**WORK REQUEST:**
The answer is the line containing "middle tip: (170, 168)" plus every line after it to the end of the material, retyped exactly and without the pictures.
=-=-=
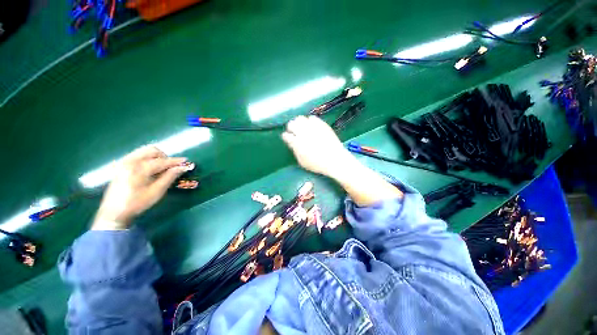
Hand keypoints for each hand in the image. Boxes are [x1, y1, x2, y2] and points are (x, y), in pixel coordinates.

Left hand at [92, 146, 193, 229]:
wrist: (113, 212)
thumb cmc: (136, 203)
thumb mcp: (156, 191)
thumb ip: (170, 177)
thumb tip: (182, 167)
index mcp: (139, 168)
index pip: (162, 161)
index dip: (176, 161)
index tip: (187, 162)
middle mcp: (130, 161)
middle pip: (152, 150)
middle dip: (165, 157)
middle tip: (170, 168)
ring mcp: (124, 162)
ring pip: (144, 151)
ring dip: (156, 157)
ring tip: (160, 169)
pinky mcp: (121, 165)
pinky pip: (137, 155)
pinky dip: (147, 159)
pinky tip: (150, 170)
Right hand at [282, 116, 355, 177]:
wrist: (334, 160)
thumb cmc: (317, 164)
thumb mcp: (302, 162)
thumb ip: (295, 151)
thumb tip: (292, 144)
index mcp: (297, 143)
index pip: (286, 135)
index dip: (286, 136)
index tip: (288, 138)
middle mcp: (303, 133)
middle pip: (291, 124)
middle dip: (291, 127)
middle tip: (293, 131)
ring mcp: (313, 127)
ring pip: (300, 118)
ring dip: (299, 123)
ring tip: (302, 127)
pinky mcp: (321, 124)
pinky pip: (312, 118)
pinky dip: (309, 121)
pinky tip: (311, 126)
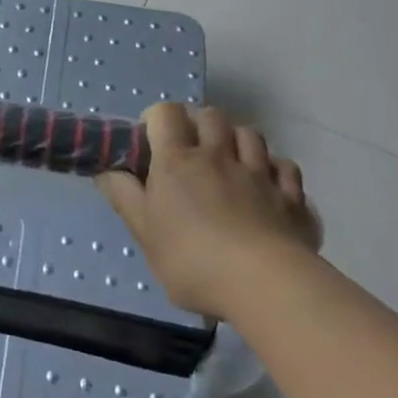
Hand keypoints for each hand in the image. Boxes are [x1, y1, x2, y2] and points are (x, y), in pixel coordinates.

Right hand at [96, 103, 321, 319]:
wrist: (265, 284)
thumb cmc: (193, 259)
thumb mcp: (144, 233)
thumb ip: (123, 196)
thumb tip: (105, 169)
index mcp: (178, 160)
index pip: (166, 112)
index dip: (157, 118)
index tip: (152, 140)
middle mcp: (219, 155)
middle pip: (211, 115)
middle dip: (200, 124)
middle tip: (192, 149)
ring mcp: (259, 173)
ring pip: (250, 134)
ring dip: (238, 140)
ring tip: (231, 162)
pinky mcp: (291, 196)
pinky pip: (286, 167)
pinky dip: (276, 170)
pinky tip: (269, 186)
=-=-=
**ANSWER FOR THIS EXERCISE:**
middle tip: (170, 168)
ring mcp: (124, 162)
ring pip: (144, 151)
ring dip: (156, 157)
ring tip: (160, 169)
pinky mcp: (121, 165)
pinky pip: (137, 155)
pinky dip: (147, 159)
pinky tip: (150, 170)
Right hand at [282, 116, 355, 177]:
wrist: (334, 160)
thumb cmc: (317, 164)
thumb mcp: (302, 162)
thumb ip: (295, 151)
thumb tip: (292, 144)
index mcp: (297, 143)
index pip: (286, 135)
index dip: (286, 136)
index tip: (288, 138)
middle mcp: (303, 133)
middle pip: (291, 124)
middle dip: (291, 127)
middle tip: (293, 131)
ring mcp: (313, 127)
ring pip: (300, 118)
ring dip: (299, 123)
ring tip: (302, 127)
pinky mcp: (321, 124)
pinky pip: (312, 118)
pinky dip: (309, 121)
pinky tip: (311, 126)
Hand keypoints for each hand in the image. Boxes are [x1, y1, x2, y2] and points are (x, y), in pixel coordinates.

Right hand at [96, 103, 321, 319]:
wrist: (265, 284)
thumb cmc: (193, 259)
thumb mcp: (144, 233)
thumb ip: (123, 196)
thumb tip: (105, 169)
index mcp: (178, 160)
index pip: (166, 112)
index dip: (157, 118)
index tip: (152, 140)
middle mcp: (219, 155)
middle pip: (211, 115)
middle dip: (200, 124)
middle tip: (192, 149)
ring mcp: (259, 173)
ring pip: (250, 134)
ring dip: (238, 140)
ring tip: (231, 162)
pinky mcp: (291, 196)
pinky pip: (286, 167)
pinky dip: (276, 170)
pinky tip: (269, 186)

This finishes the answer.